_WHAT THE EXERCISE ASKS_: Set it all down exactly, every record and every line.

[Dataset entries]
____________

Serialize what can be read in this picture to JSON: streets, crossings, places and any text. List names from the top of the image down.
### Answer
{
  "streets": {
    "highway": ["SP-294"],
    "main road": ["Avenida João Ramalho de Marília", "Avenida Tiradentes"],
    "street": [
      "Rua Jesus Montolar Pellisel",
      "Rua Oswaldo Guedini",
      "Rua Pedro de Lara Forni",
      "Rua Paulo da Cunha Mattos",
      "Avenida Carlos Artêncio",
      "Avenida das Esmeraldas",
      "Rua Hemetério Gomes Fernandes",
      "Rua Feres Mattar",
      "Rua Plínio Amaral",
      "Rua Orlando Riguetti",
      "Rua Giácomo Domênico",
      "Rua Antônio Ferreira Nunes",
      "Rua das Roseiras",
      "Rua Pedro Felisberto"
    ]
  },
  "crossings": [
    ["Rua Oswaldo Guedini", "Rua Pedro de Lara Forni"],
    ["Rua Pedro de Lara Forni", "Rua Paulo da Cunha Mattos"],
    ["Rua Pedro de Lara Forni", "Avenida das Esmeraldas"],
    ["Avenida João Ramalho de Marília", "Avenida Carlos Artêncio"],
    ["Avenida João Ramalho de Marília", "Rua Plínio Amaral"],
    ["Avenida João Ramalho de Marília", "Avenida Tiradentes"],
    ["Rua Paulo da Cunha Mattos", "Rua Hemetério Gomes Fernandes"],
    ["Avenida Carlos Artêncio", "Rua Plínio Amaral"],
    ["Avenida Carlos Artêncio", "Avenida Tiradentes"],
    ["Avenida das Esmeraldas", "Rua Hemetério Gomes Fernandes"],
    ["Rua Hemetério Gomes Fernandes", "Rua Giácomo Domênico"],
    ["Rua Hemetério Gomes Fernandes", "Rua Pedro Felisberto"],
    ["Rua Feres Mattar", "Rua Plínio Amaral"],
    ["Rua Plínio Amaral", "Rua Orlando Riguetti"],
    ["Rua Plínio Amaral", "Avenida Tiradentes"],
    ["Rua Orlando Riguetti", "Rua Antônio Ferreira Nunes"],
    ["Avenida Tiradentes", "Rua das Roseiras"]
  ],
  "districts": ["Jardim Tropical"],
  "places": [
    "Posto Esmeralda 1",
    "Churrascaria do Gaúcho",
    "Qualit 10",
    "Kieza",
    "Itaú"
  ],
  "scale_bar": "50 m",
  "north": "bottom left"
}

____________

_TASK RESPONSE_:
Serialize what can be read in this picture to JSON: streets, crossings, places and any text. List names from the top of the image down.
### Answer
{
  "streets": {
    "highway": ["SP-294"],
    "main road": ["Avenida João Ramalho de Marília", "Avenida Tiradentes"],
    "street": [
      "Rua Jesus Montolar Pellisel",
      "Rua Oswaldo Guedini",
      "Rua Pedro de Lara Forni",
      "Rua Paulo da Cunha Mattos",
      "Avenida Carlos Artêncio",
      "Avenida das Esmeraldas",
      "Rua Hemetério Gomes Fernandes",
      "Rua Feres Mattar",
      "Rua Plínio Amaral",
      "Rua Orlando Riguetti",
      "Rua Giácomo Domênico",
      "Rua Antônio Ferreira Nunes",
      "Rua das Roseiras",
      "Rua Pedro Felisberto"
    ]
  },
  "crossings": [
    ["Rua Oswaldo Guedini", "Rua Pedro de Lara Forni"],
    ["Rua Pedro de Lara Forni", "Rua Paulo da Cunha Mattos"],
    ["Rua Pedro de Lara Forni", "Avenida das Esmeraldas"],
    ["Avenida João Ramalho de Marília", "Avenida Carlos Artêncio"],
    ["Avenida João Ramalho de Marília", "Rua Plínio Amaral"],
    ["Avenida João Ramalho de Marília", "Avenida Tiradentes"],
    ["Rua Paulo da Cunha Mattos", "Rua Hemetério Gomes Fernandes"],
    ["Avenida Carlos Artêncio", "Rua Plínio Amaral"],
    ["Avenida Carlos Artêncio", "Avenida Tiradentes"],
    ["Avenida das Esmeraldas", "Rua Hemetério Gomes Fernandes"],
    ["Rua Hemetério Gomes Fernandes", "Rua Giácomo Domênico"],
    ["Rua Hemetério Gomes Fernandes", "Rua Pedro Felisberto"],
    ["Rua Feres Mattar", "Rua Plínio Amaral"],
    ["Rua Plínio Amaral", "Rua Orlando Riguetti"],
    ["Rua Plínio Amaral", "Avenida Tiradentes"],
    ["Rua Orlando Riguetti", "Rua Antônio Ferreira Nunes"],
    ["Avenida Tiradentes", "Rua das Roseiras"]
  ],
  "districts": ["Jardim Tropical"],
  "places": [
    "Posto Esmeralda 1",
    "Churrascaria do Gaúcho",
    "Qualit 10",
    "Kieza",
    "Itaú"
  ],
  "scale_bar": "50 m",
  "north": "bottom left"
}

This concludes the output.